Material provided:
---

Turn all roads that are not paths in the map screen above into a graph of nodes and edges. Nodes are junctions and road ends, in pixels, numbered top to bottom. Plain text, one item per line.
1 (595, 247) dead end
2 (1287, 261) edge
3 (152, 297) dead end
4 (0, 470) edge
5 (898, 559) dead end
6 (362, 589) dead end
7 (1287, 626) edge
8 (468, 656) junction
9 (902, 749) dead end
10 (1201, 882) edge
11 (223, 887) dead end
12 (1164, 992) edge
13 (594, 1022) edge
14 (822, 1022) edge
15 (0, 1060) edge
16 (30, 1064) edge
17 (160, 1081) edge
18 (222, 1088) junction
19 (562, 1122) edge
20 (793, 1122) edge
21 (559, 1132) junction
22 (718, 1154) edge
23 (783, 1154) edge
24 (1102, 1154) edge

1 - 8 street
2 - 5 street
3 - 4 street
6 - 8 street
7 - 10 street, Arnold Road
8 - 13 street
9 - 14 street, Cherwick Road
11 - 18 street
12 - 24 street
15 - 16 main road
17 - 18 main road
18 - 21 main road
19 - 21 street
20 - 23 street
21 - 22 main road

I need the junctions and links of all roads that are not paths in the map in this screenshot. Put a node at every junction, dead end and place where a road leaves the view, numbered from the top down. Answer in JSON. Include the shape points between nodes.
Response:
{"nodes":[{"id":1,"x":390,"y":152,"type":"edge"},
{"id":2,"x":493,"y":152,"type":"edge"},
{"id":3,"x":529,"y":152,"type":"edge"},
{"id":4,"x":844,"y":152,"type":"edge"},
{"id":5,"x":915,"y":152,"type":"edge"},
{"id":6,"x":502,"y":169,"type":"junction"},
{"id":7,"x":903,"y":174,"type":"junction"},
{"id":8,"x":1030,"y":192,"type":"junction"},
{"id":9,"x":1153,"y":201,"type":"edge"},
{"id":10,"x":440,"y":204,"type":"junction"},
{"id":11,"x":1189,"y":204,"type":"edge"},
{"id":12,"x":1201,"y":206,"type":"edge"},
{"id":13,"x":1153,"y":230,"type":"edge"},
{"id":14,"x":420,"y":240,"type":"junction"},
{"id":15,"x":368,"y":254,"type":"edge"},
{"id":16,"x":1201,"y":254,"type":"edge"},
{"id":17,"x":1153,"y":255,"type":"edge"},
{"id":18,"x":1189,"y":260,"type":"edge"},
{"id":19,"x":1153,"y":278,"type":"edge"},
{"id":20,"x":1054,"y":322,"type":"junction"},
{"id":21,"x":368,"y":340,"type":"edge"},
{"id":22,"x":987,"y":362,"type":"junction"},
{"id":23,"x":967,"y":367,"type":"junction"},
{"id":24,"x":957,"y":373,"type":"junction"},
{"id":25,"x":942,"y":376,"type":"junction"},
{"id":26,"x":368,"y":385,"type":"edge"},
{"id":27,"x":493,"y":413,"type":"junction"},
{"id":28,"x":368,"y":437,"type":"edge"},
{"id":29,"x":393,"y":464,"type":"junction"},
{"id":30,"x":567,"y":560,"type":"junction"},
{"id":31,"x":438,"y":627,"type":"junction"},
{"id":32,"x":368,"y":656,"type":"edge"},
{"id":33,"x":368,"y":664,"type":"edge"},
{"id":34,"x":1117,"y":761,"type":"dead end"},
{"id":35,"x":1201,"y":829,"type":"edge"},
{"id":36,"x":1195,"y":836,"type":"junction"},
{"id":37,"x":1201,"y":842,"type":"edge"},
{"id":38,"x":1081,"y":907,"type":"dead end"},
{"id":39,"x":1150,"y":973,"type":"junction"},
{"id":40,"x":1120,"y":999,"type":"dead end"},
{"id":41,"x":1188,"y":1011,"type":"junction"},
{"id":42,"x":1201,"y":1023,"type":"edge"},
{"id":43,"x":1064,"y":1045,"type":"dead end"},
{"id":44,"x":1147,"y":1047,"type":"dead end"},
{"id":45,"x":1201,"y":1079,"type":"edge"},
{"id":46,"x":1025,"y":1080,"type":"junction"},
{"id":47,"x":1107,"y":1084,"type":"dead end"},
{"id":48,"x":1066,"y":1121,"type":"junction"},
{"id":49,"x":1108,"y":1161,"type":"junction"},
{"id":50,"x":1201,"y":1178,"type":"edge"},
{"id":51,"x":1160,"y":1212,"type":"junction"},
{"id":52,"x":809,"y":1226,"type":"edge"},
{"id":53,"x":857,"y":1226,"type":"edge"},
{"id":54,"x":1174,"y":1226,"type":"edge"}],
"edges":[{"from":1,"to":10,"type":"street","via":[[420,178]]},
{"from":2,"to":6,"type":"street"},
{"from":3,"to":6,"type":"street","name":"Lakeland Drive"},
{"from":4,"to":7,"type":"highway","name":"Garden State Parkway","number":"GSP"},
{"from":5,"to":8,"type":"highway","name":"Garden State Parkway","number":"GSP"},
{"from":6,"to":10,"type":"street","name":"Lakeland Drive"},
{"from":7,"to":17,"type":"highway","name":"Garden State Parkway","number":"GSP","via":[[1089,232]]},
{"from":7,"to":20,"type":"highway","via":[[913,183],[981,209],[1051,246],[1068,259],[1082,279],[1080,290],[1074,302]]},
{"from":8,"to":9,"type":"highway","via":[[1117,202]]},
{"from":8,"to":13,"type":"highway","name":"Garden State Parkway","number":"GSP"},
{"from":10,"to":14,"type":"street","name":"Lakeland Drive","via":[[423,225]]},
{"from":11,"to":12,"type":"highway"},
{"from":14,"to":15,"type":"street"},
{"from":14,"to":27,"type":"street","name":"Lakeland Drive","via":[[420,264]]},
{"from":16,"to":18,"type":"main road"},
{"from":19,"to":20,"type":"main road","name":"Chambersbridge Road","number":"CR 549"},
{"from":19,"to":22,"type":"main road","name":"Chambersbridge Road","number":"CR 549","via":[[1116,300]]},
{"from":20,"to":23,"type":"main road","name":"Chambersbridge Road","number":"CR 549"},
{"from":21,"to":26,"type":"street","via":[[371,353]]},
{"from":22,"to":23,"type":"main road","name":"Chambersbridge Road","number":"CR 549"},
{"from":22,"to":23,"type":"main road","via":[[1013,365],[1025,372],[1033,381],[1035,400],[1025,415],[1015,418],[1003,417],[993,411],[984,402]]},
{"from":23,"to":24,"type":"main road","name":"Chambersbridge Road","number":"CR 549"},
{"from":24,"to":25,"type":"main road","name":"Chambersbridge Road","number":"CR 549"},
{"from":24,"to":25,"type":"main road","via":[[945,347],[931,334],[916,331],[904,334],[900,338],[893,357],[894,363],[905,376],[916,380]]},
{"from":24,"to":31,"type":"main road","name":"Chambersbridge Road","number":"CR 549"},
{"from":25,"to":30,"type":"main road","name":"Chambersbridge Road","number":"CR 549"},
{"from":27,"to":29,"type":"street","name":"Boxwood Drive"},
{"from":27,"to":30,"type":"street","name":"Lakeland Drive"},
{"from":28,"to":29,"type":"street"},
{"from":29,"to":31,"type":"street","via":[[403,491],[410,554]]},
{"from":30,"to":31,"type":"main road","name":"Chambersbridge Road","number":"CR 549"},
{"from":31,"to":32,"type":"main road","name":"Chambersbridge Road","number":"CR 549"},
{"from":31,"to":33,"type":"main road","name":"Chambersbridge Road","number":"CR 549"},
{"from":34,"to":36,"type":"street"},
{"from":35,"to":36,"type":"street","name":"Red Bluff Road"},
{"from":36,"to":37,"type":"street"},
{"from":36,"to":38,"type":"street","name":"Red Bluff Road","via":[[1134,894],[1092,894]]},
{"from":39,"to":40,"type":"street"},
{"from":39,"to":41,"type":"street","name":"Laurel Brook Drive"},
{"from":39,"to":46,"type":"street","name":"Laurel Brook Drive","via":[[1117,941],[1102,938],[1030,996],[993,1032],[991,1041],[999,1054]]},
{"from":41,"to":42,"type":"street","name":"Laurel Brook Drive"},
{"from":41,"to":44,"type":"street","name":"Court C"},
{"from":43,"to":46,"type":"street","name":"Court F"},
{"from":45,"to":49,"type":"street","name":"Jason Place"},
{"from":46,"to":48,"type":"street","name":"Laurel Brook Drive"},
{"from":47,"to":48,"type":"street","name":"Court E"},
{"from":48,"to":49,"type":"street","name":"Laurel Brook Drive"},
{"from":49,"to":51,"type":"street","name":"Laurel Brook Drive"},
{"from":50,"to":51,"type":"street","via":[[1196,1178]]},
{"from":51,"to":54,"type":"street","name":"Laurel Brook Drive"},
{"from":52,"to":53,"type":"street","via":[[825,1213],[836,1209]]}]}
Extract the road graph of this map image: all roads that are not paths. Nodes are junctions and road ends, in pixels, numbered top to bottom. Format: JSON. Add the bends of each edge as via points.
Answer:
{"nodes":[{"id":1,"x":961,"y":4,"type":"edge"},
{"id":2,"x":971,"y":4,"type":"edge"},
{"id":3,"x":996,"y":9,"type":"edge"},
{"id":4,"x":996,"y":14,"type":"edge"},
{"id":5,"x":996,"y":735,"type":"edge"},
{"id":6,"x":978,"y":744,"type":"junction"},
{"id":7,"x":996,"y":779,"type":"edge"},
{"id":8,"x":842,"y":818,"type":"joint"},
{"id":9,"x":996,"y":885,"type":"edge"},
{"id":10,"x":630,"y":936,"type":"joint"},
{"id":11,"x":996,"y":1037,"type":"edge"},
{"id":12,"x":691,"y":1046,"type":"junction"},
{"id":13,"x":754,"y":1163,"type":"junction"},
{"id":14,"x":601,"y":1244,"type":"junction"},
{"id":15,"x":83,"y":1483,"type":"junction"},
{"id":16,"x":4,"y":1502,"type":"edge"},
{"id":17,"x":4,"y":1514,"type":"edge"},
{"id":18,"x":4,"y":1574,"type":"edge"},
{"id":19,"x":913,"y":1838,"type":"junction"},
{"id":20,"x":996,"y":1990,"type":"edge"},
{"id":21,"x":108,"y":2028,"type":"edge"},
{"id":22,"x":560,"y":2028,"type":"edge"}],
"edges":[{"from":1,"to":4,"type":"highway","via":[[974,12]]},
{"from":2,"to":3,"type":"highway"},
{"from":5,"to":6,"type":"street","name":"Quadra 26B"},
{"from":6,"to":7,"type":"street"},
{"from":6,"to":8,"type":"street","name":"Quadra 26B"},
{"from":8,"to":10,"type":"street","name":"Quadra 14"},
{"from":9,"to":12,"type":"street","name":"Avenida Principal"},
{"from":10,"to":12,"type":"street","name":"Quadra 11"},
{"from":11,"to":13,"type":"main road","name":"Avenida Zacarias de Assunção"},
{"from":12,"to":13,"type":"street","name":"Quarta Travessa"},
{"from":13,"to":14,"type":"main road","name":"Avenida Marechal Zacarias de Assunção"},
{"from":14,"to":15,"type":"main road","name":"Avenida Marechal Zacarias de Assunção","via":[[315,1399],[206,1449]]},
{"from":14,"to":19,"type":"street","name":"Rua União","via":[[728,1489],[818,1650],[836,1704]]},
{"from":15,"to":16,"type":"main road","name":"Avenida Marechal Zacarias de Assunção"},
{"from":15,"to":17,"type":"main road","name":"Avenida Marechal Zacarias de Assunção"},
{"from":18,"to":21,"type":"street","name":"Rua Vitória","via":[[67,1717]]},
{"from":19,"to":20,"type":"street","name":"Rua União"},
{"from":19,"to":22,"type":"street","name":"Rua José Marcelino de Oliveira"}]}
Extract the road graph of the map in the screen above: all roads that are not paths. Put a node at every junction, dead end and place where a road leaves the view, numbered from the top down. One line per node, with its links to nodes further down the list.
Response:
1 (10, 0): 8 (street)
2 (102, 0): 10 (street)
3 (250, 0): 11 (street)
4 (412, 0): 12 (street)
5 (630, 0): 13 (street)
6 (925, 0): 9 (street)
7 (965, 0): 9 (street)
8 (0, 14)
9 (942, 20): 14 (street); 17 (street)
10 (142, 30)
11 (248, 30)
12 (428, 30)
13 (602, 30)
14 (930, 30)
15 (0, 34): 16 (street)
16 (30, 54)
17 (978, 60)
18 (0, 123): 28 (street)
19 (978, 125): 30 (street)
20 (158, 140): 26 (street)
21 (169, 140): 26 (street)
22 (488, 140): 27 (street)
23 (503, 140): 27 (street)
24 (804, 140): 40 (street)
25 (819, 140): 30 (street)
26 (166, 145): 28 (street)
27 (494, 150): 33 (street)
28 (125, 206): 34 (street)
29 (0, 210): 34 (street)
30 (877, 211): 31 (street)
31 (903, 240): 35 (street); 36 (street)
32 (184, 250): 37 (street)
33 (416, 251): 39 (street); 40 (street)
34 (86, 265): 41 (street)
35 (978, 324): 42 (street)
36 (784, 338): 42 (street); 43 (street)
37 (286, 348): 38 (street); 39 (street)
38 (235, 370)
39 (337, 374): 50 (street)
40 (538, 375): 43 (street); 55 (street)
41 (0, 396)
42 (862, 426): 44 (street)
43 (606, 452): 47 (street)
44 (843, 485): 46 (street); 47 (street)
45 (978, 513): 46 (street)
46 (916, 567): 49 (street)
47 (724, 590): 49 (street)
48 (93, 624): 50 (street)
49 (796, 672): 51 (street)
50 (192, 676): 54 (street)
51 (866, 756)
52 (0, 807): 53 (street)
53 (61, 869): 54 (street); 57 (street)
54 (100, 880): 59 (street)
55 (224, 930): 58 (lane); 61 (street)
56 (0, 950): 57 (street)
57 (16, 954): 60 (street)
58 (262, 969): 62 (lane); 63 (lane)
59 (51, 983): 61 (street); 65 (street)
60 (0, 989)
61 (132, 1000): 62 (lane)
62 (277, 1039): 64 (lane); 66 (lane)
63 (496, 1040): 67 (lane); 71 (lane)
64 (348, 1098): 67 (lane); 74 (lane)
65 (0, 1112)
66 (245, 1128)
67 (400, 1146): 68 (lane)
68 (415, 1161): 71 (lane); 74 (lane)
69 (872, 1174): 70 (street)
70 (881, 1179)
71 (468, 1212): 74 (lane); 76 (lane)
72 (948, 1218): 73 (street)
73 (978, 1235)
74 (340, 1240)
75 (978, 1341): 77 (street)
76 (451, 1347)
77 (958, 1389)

---

What needs to be done: Filter the entries and copy each line with "graph".

Solved problem:
Turn all roads that are not paths in the map screen above into a graph of nodes and edges. Nodes are junctions and road ends, in pixels, numbered top to bottom. Plain text, one item per line.
Extract the road graph of this map image: all roads that are not paths. Nodes are junctions and road ends, in pixels, numbered top to bottom. Format: JSON. Add the bends of each edge as via points.
Extract the road graph of the map in the screen above: all roads that are not paths. Put a node at every junction, dead end and place where a road leaves the view, numbered from the top down. One line per node, with its links to nodes further down the list.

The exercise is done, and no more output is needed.